──────── Records provided
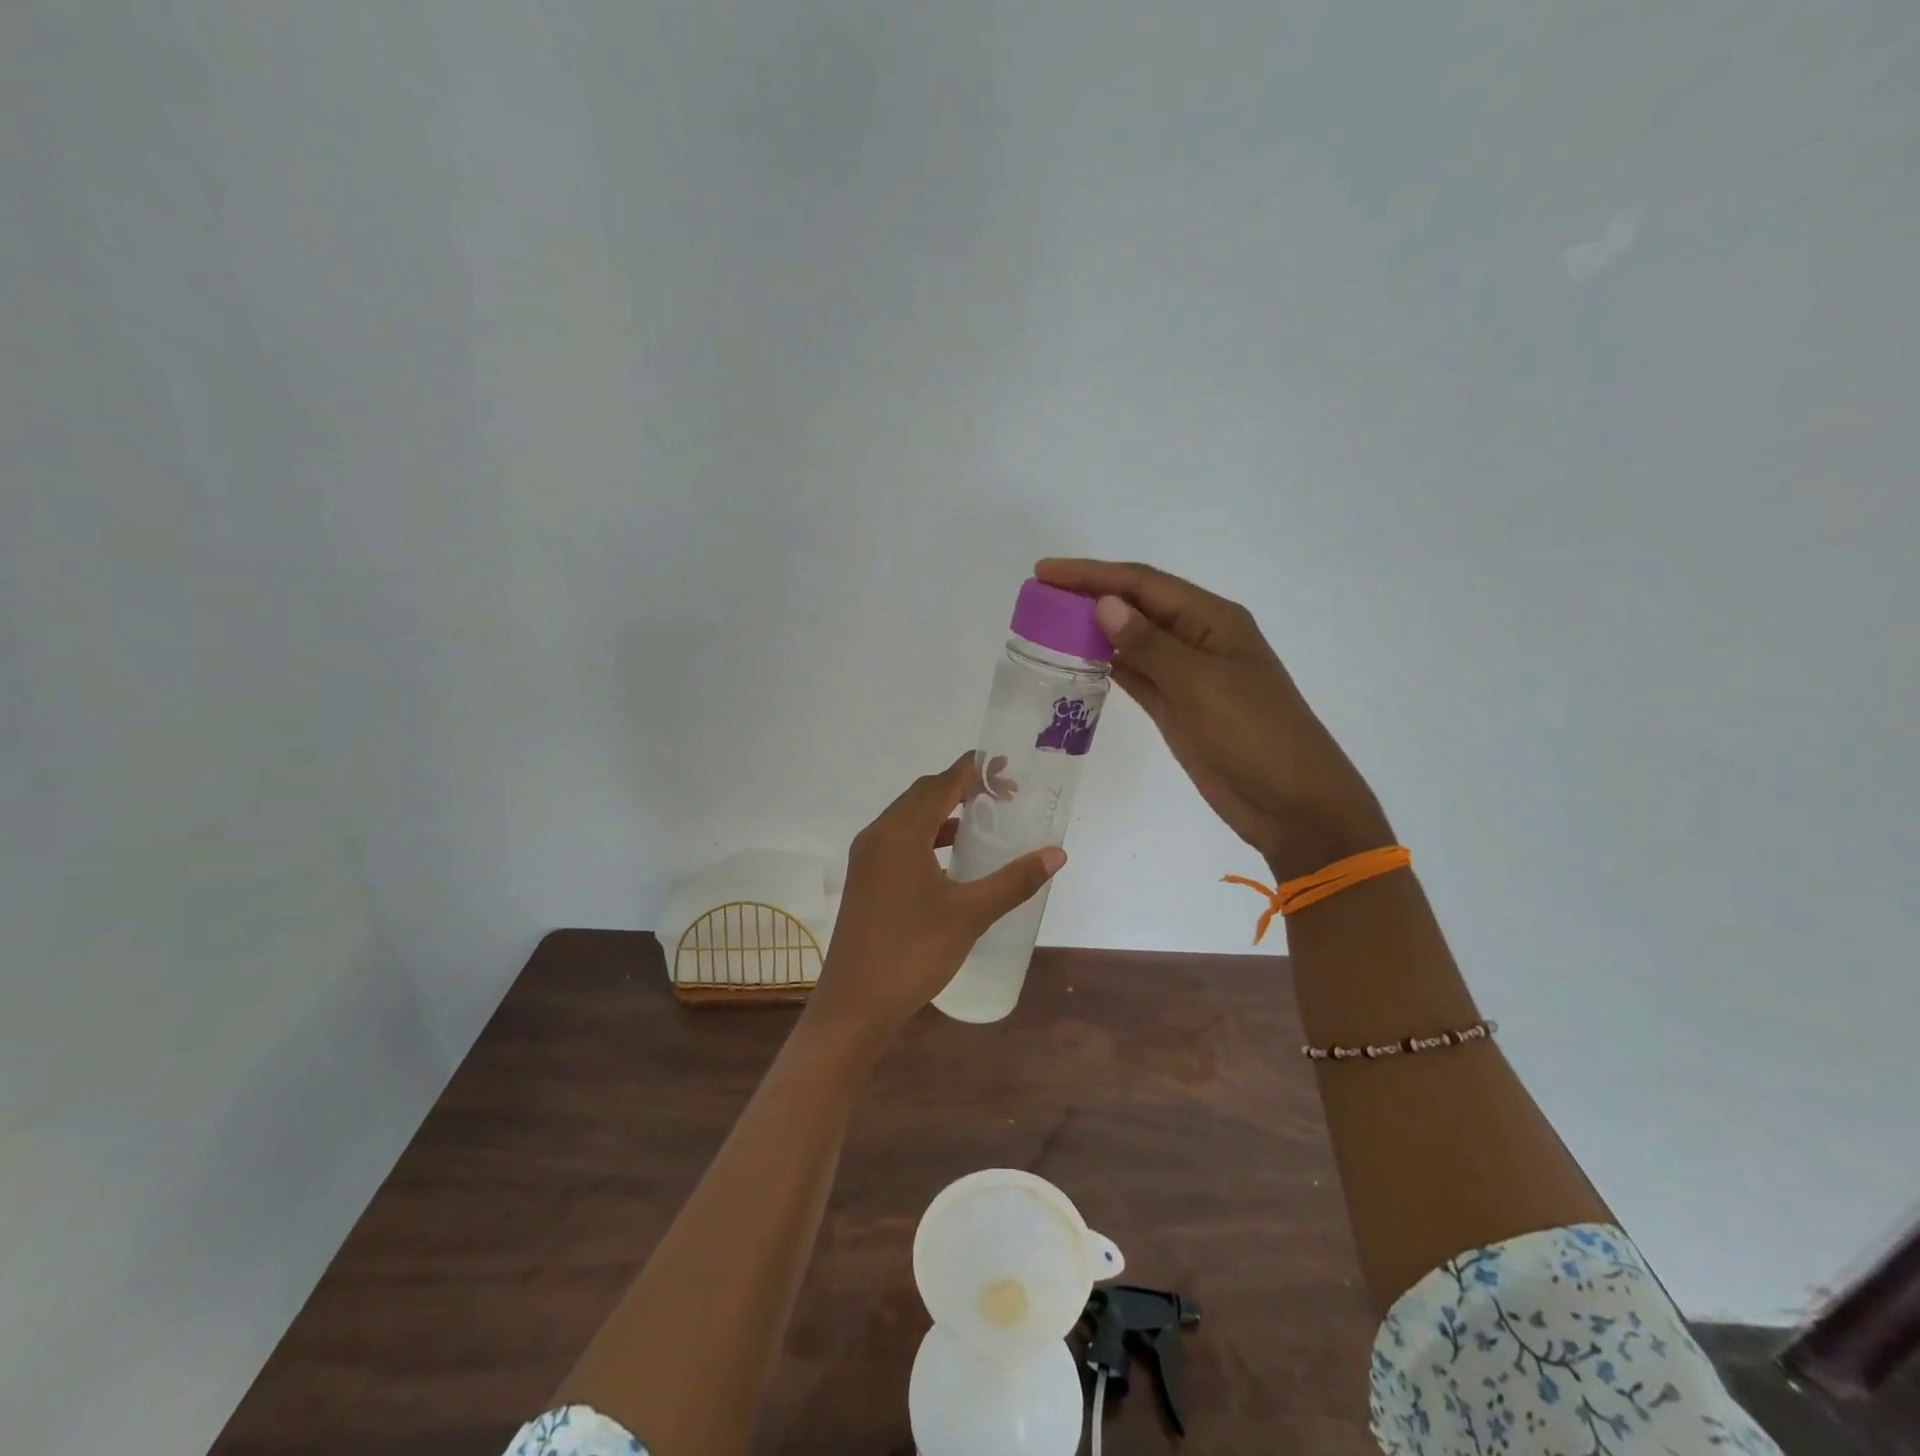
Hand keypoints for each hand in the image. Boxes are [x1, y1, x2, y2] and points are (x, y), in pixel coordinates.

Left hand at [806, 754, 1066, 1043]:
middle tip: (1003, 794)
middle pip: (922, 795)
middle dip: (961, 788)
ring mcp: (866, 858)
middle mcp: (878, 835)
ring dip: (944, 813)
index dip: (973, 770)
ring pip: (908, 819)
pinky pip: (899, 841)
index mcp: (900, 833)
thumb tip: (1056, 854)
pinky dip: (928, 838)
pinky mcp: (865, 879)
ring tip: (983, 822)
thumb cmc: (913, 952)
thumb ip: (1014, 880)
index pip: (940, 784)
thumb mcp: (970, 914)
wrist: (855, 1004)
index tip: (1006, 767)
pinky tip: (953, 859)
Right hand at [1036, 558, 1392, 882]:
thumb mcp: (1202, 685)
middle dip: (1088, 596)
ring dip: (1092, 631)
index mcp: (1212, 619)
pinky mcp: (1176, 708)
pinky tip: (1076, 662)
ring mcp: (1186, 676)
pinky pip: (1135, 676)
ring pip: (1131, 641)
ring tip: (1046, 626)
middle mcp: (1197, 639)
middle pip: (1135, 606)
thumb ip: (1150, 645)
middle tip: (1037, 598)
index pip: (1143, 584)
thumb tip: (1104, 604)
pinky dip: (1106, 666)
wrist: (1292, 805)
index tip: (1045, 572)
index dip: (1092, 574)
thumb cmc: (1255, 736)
────────────────
**Exercise objective:** Take from the material every line that holds "middle".

**Answer to the problem:**
middle tip: (1003, 794)
middle pip: (922, 795)
middle dip: (961, 788)
middle mcp: (878, 835)
middle dip: (1088, 596)
middle mcp: (1197, 639)
middle pip: (1135, 606)
middle tip: (1037, 598)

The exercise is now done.